Again, the number of smoothing iterations at each step really depends on the degree of mesh defects, but less is more. If step 2-4 selects too much or too little geometry, consider adjusting the maximum value in step 2. I prefer the Taubin smooth on the entire mesh because I feel it does a better job of preserving the gyrification shape compared to other smoothing options. 150 iterations of a Laplacian smooth, for instance, will produce slightly wider sulci, whereas the same number of iterations of a Taubin smooth can retain the shape of the sulci. When exporting the mesh from MeshLab, be sure to deselect the Color and Materialise Color Encoding options.

Troubleshooting

I've processed dozens of brains using this procedure, and while it is relatively robust, occasionally some bad meshes slip through. The issue that pops up most frequently is some of the dura mater being classified as grey matter (as it is similar intensity on T1-weighted images), manifesting as an ugly protruding 'bump' on the otherwise nice dorsal cortical surface. This seems more common in children's brains, as there is typally no atrophy yet, so the brain is generally closer to the dura. Having a T2 or FLAIR can often fix this, as they have better contrast between grey matter and dura. Ocassionally these defects can be manually cleaned in Blender, or simply broken off by hand after printing. Particularly stubborn cases may need some additional processing to differentiate the intensity of the meninges and grey matter in your T1 input image. Sometimes you can get away with using SPM / ANTs to get a better segmentation of the brain (BET + FAST almost never perform better than freesurfer for me), and use that segmentation to alter the intensity of the meninges so that freesurfer can keep them apart. If you have a better idea, let me know!

A Two-Script Solution

If you just want to put an .nii in, and get a maybe print-ready .stl out, you can download the main surface-generating bash script here, and the blender postprocessing script here.
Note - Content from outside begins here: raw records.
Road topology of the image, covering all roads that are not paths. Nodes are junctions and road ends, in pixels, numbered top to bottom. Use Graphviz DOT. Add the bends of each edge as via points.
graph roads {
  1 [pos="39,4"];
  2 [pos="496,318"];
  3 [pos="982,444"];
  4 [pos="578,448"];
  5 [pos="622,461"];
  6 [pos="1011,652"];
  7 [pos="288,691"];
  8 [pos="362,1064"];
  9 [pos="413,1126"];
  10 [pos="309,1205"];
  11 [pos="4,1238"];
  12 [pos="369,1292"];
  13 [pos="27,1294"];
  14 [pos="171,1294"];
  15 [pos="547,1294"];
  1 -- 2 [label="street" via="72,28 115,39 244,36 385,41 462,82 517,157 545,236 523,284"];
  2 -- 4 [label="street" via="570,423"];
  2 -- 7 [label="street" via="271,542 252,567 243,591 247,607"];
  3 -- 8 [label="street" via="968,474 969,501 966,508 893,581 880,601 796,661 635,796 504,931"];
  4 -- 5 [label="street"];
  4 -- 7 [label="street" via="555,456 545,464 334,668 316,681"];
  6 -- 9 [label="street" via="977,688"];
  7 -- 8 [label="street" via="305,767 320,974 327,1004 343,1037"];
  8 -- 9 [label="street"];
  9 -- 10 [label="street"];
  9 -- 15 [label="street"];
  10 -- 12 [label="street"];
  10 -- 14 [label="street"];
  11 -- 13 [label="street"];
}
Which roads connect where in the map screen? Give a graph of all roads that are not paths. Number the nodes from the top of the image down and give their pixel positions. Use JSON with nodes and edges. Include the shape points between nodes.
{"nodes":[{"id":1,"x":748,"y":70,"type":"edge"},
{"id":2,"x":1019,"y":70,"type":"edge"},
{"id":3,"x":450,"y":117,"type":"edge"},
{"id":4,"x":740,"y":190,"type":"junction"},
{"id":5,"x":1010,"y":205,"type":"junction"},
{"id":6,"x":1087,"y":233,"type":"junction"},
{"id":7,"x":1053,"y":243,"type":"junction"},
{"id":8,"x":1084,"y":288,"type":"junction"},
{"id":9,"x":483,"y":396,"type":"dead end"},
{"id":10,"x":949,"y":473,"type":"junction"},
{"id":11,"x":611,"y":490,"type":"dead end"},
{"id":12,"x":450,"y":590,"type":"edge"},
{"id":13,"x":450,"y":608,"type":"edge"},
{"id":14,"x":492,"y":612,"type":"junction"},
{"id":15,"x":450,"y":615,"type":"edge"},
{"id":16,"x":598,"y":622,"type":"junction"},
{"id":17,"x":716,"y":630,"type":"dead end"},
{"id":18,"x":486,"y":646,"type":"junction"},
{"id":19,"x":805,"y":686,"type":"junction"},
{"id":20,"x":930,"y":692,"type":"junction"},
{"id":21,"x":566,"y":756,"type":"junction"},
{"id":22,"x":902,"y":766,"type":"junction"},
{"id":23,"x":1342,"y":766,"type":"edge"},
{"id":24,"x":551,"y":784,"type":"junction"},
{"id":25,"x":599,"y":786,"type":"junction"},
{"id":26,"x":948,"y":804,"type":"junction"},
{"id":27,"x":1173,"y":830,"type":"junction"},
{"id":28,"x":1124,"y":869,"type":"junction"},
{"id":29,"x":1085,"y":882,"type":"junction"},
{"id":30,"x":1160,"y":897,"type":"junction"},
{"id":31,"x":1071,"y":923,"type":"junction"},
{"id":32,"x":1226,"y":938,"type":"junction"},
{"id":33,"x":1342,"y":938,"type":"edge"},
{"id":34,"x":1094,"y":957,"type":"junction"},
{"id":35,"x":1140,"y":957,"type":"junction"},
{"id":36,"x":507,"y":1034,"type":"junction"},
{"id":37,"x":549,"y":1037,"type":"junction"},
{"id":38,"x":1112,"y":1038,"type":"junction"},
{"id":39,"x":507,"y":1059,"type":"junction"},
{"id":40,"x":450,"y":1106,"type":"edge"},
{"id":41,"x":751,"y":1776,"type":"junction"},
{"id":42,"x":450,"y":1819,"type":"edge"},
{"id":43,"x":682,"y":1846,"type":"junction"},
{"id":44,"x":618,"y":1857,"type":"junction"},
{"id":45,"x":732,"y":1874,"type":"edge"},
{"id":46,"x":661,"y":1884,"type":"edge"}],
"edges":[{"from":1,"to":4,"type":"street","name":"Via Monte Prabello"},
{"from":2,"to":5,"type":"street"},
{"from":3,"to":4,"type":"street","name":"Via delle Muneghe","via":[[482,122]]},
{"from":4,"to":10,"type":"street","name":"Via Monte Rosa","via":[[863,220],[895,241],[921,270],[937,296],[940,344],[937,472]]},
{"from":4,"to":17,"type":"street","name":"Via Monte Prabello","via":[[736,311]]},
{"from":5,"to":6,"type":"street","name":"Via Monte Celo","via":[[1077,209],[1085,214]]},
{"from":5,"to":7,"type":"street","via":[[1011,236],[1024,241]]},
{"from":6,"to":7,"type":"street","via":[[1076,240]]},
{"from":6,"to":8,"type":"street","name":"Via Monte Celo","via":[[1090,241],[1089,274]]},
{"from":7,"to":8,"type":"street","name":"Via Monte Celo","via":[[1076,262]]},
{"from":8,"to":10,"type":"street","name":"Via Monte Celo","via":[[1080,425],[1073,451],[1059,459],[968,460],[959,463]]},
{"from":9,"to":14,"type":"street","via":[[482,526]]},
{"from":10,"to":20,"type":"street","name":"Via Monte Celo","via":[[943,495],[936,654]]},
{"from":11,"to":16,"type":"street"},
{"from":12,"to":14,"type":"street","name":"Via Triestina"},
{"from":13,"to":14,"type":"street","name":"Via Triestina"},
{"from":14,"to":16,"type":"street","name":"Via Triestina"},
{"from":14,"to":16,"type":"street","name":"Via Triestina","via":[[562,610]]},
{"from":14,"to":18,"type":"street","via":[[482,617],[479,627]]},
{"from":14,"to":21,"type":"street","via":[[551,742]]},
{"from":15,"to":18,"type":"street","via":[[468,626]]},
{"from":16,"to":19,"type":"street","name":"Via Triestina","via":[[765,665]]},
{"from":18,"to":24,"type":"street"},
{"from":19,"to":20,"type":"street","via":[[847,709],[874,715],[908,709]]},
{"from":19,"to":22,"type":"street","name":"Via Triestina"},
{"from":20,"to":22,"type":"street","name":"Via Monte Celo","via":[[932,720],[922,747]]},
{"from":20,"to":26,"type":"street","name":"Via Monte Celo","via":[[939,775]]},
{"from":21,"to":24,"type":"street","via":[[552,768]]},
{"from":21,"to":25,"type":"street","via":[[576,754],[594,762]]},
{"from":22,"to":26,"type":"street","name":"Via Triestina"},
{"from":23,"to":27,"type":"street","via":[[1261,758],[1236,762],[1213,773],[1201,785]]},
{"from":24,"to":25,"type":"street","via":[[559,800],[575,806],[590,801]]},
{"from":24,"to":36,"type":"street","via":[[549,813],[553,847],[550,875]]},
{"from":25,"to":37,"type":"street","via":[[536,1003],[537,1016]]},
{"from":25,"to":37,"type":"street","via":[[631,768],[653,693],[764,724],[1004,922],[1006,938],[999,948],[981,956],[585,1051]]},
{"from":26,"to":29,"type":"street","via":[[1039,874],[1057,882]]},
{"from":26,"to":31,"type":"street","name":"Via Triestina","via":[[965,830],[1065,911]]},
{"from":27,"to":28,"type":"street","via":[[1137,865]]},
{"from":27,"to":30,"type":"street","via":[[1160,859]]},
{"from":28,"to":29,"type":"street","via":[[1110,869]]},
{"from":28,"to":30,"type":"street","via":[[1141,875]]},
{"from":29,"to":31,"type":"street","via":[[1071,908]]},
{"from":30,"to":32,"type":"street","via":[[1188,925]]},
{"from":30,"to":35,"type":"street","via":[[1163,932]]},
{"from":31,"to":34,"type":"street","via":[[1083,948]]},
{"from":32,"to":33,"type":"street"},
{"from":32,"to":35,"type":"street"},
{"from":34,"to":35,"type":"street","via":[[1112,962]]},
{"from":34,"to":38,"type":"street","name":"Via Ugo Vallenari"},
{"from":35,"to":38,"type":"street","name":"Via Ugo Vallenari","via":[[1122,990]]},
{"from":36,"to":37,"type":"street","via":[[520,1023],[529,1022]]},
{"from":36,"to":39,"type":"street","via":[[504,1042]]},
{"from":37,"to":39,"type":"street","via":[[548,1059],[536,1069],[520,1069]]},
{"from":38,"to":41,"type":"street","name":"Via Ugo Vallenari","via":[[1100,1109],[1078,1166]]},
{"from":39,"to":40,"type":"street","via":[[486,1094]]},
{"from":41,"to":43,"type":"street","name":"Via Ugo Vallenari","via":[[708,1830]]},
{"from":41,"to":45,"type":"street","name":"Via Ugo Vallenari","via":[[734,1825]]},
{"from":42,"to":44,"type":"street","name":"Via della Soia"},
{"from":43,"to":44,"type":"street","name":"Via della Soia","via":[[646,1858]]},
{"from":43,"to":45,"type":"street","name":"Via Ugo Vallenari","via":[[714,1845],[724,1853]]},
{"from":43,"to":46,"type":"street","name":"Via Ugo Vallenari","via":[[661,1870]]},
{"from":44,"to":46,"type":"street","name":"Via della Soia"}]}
Then, edit the FREESURFER_HOME='/opt/freesurfer' line in 3d-print-brain-to-mesh.sh to wherever your freesurfer directory is, and run the scripts:

3d-print-brain-to-mesh.sh <SUBJECT_NAME> <T1_INPUT_VOL> [FLAIR/T2_INPUT_VOL]
blender --background --python <PATH_TO_POSTPROCESS.PY> -- <PATH_TO_INPUT.STL>

Please note that if you include the optional flair or T2, the filename needs to include either 'FLAIR' or 'T2'. The script looks for the presence of either in the filename and adjusts accordingly. For example:

bash 3d-print-brain-to-mesh.sh brainPrintA /home/fordb/printA_T1.nii /home/fordb/printA_flair.nii
blender --background --python "/home/fordb/3d-print-brain-postprocess.py" -- "/home/fordb/printA_T1.nii.plusflair.brainmesh.stl"

Would automatically run the initial T1 mesh creation and the flair-based second-step mesh adjustment. The postprocessed file would be located in /home/fordb/ and named printA_T1.nii.plusflair.brainmesh.post.stl.

Change log

2020/11/25: 3d-print-brain-postprocess.py now opens blender with an empty scene.